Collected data
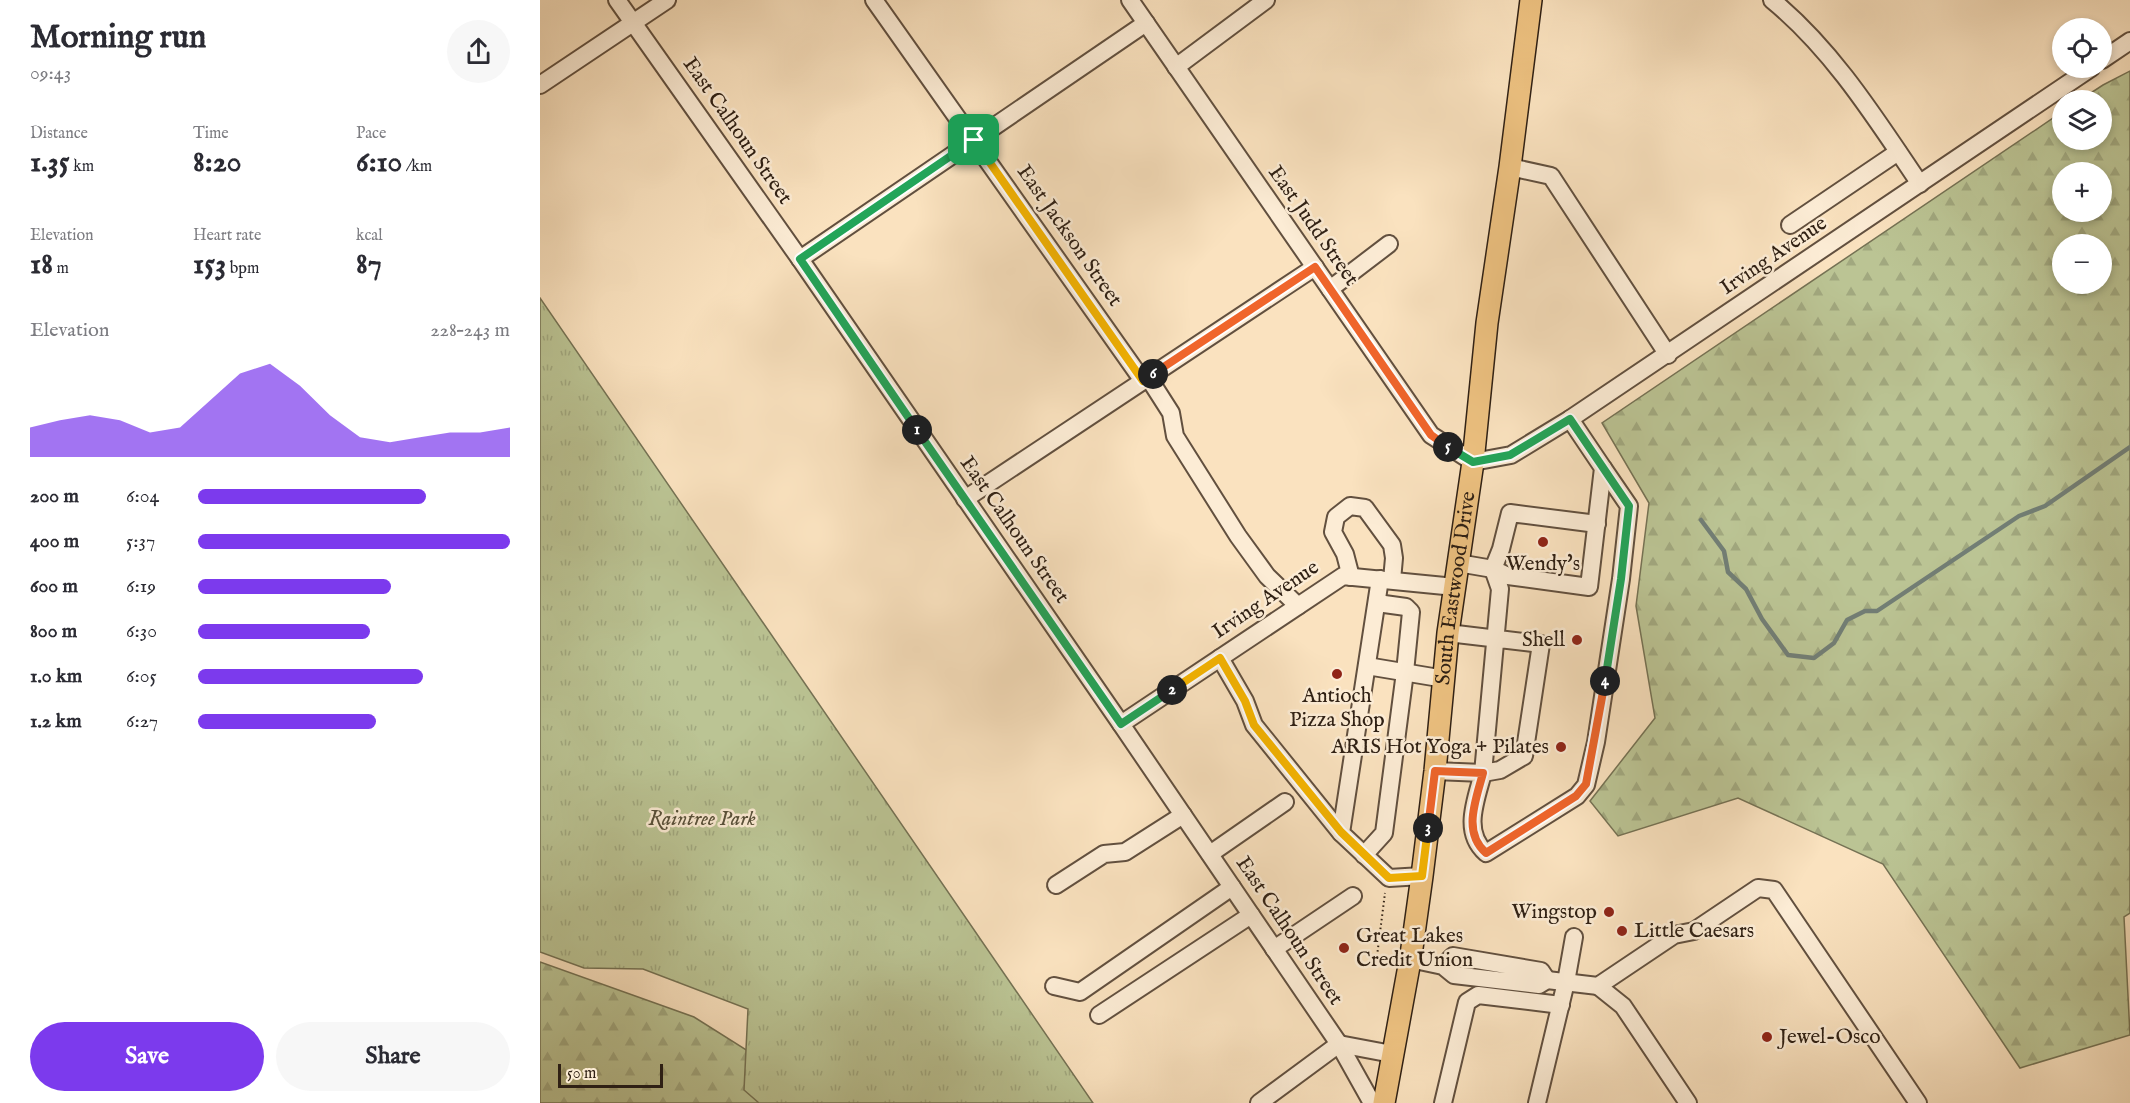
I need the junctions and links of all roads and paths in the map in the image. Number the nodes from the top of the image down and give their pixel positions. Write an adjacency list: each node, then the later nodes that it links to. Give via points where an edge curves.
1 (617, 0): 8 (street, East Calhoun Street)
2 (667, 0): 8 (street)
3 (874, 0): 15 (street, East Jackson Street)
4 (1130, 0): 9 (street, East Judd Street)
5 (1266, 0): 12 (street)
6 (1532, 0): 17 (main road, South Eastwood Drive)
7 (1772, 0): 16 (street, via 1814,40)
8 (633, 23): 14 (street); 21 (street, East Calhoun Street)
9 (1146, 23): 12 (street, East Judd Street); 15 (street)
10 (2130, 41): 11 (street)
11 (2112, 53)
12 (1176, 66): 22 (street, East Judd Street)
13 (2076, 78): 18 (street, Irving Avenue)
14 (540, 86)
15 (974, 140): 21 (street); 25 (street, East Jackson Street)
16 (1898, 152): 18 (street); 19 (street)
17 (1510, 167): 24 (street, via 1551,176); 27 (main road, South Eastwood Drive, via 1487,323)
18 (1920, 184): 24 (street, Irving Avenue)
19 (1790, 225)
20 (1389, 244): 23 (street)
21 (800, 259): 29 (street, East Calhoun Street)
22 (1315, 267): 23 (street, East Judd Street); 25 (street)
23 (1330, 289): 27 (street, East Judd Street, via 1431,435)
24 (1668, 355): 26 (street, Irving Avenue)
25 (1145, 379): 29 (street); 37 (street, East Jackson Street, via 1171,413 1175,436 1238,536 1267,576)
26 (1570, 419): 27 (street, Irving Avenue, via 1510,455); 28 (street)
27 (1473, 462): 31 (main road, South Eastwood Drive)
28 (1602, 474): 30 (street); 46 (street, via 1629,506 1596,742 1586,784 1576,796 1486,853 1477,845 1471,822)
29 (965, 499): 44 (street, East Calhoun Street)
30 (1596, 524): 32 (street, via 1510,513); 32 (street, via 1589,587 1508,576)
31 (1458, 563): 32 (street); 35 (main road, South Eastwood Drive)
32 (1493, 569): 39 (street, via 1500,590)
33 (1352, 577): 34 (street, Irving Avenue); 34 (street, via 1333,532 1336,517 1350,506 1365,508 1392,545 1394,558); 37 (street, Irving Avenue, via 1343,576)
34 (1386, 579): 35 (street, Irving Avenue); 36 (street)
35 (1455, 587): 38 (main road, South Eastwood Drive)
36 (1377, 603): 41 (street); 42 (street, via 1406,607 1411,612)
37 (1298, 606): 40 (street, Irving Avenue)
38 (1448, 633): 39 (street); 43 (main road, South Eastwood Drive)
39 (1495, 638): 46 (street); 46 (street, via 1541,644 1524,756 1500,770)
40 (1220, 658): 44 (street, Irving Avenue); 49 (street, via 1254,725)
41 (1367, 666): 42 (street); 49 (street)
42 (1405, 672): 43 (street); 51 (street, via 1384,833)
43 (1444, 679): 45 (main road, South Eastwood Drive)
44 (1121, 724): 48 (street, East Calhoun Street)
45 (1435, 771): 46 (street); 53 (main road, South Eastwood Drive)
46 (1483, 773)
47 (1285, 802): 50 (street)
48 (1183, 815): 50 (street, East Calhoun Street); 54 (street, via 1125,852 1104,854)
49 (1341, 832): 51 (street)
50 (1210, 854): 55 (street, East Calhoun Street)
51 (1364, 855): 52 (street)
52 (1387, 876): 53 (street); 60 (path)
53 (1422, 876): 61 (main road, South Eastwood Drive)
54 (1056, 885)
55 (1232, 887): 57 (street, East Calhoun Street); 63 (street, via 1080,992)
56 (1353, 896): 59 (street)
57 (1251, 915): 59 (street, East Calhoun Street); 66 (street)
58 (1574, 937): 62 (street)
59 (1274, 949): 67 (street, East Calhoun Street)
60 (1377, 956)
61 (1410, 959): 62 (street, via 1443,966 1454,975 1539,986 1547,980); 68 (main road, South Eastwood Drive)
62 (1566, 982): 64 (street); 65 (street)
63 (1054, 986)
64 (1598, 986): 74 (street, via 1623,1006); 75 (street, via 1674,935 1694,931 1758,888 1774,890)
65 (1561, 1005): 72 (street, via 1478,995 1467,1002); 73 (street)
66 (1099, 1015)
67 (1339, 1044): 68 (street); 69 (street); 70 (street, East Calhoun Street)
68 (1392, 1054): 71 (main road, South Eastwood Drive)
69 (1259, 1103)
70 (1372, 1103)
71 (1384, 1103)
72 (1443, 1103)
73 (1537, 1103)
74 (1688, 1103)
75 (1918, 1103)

--

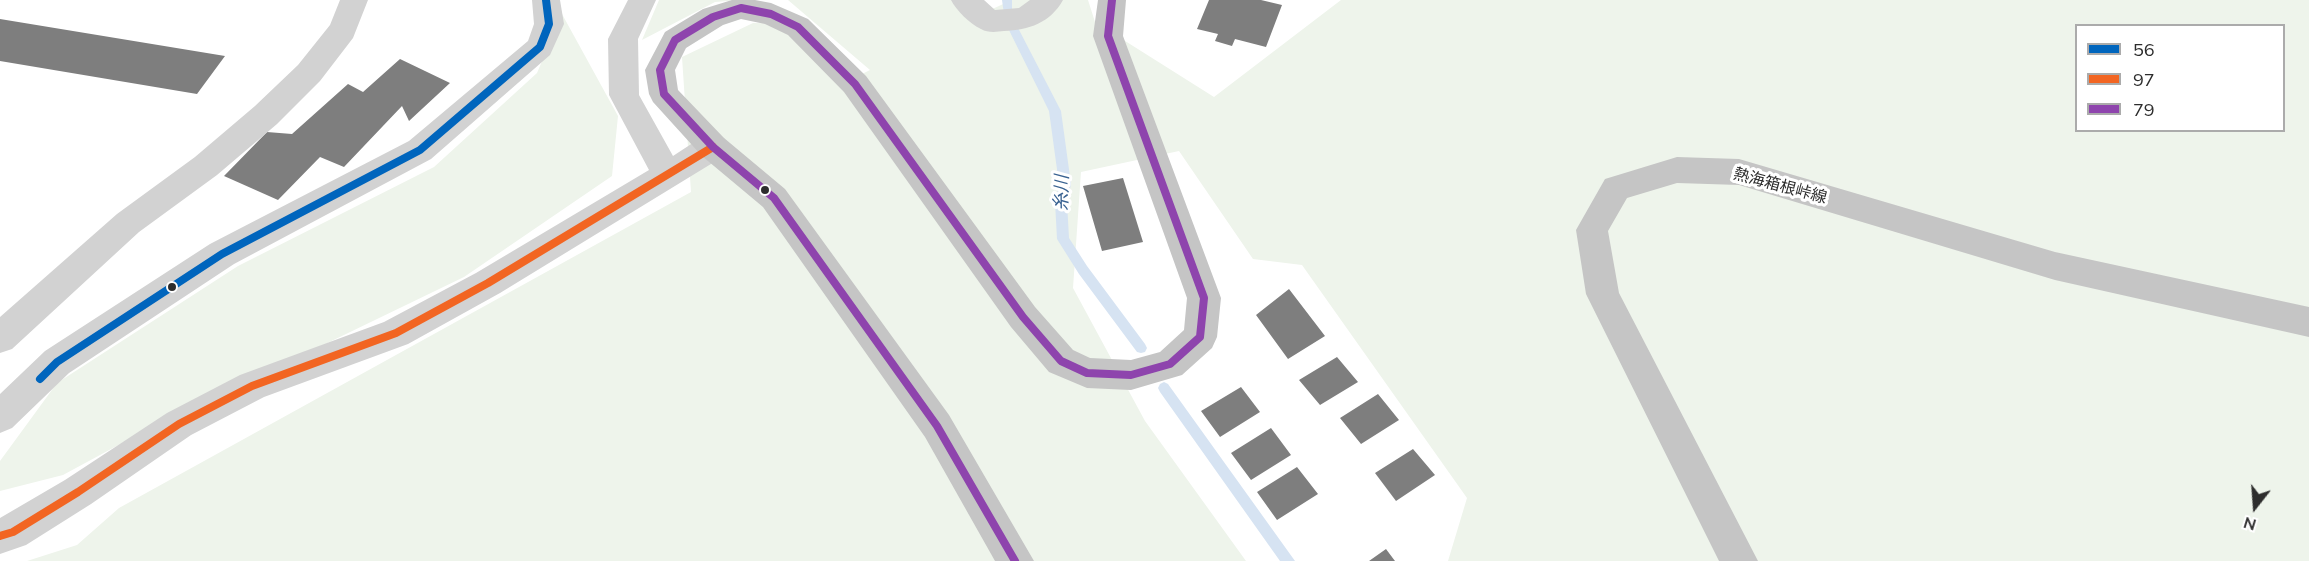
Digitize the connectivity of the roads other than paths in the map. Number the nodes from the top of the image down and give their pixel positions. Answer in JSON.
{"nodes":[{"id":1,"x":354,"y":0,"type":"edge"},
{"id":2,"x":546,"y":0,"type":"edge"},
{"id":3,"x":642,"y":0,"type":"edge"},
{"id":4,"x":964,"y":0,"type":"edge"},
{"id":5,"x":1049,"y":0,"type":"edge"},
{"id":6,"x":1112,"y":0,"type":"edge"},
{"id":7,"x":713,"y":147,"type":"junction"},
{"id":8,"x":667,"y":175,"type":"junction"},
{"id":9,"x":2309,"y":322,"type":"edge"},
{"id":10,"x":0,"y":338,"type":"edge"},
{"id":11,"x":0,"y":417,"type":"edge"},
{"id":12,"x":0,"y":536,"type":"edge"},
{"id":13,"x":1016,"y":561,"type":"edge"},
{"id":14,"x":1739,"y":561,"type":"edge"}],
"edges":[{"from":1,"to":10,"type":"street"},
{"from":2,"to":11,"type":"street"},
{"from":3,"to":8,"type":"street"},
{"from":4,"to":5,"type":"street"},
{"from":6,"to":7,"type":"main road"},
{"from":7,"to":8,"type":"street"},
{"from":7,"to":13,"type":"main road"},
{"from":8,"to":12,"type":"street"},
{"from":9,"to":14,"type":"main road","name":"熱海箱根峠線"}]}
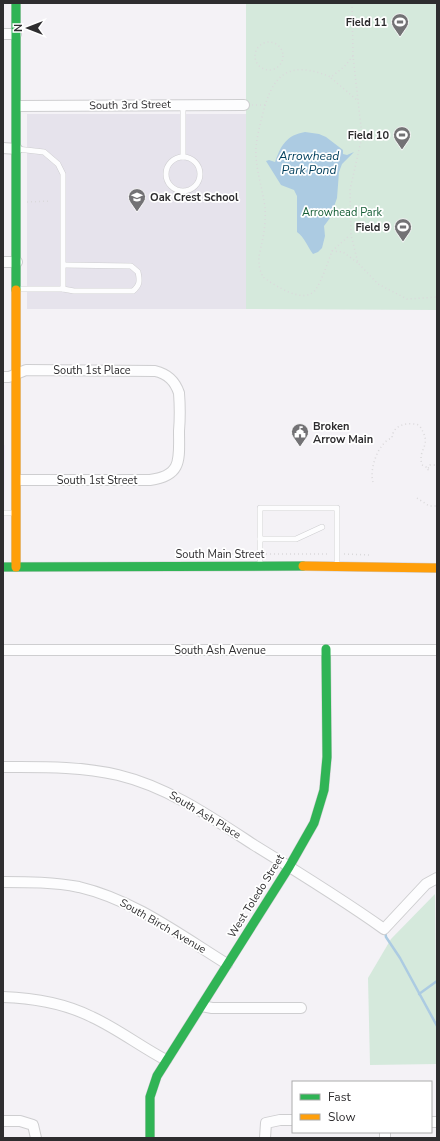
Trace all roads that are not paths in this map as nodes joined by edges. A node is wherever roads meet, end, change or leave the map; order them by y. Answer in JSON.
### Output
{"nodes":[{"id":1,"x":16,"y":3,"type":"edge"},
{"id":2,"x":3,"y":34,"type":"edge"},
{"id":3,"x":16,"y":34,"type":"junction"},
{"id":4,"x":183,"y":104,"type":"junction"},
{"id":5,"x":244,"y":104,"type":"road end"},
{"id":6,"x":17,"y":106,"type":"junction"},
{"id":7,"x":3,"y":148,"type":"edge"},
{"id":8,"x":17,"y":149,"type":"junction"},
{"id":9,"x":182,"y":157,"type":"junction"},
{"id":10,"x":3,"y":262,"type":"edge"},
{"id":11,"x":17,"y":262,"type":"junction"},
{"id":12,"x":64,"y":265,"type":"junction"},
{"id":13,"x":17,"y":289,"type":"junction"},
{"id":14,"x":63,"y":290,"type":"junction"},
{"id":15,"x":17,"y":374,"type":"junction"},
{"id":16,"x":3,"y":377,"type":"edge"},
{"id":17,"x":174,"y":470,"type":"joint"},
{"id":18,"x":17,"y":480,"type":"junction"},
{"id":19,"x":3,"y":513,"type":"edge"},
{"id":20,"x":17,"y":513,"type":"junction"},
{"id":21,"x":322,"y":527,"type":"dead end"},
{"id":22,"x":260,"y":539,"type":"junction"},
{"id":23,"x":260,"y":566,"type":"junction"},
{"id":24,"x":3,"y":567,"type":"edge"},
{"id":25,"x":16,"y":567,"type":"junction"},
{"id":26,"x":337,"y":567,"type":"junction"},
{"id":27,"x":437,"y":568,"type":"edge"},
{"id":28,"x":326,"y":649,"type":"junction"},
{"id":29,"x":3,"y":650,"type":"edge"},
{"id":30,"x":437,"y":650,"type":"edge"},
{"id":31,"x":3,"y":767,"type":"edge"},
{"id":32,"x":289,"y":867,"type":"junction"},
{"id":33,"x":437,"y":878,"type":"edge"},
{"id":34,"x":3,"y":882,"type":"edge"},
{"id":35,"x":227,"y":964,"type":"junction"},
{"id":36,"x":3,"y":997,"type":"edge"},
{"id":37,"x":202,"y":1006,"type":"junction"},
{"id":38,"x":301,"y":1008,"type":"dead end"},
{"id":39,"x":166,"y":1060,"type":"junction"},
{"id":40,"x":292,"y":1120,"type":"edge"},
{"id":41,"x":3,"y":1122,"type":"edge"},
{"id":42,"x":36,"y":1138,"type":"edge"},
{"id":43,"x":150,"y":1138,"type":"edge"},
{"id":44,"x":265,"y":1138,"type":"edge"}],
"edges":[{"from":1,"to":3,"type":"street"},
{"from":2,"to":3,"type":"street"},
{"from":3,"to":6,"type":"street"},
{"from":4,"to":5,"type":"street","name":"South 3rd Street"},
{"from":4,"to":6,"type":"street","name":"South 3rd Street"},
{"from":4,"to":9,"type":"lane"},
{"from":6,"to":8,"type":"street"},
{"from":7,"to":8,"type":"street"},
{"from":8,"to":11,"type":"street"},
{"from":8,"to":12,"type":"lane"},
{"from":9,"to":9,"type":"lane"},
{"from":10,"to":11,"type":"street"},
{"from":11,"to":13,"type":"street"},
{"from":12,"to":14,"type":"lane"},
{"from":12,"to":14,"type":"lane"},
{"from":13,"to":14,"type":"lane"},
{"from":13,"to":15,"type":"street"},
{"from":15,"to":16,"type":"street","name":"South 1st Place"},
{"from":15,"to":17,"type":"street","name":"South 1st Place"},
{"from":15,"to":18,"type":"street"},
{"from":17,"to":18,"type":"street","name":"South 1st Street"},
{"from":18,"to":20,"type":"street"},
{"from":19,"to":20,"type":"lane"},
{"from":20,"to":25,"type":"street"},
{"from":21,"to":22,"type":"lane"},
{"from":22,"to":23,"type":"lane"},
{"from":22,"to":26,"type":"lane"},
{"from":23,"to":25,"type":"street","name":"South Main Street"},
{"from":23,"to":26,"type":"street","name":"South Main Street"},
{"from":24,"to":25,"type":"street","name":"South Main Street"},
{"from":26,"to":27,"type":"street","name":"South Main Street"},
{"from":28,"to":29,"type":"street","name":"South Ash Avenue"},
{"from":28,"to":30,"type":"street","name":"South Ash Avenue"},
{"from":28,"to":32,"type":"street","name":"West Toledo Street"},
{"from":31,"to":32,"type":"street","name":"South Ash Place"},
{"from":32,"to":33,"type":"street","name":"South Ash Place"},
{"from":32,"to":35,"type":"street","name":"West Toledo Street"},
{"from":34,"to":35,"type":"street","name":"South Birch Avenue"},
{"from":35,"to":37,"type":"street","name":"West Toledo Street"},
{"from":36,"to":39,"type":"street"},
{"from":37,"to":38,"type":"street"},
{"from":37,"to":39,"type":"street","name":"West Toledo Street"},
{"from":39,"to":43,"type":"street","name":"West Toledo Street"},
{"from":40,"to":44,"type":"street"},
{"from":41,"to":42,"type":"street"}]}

TASK GOAL :: Where a line above includes "give", copy that line.

OUTPUT FOR THIS TASK ::
I need the junctions and links of all roads and paths in the map in the image. Number the nodes from the top of the image down and give their pixel positions. Write an adjacency list: each node, then the later nodes that it links to. Give via points where an edge curves.
Digitize the connectivity of the roads other than paths in the map. Number the nodes from the top of the image down and give their pixel positions. Answer in JSON.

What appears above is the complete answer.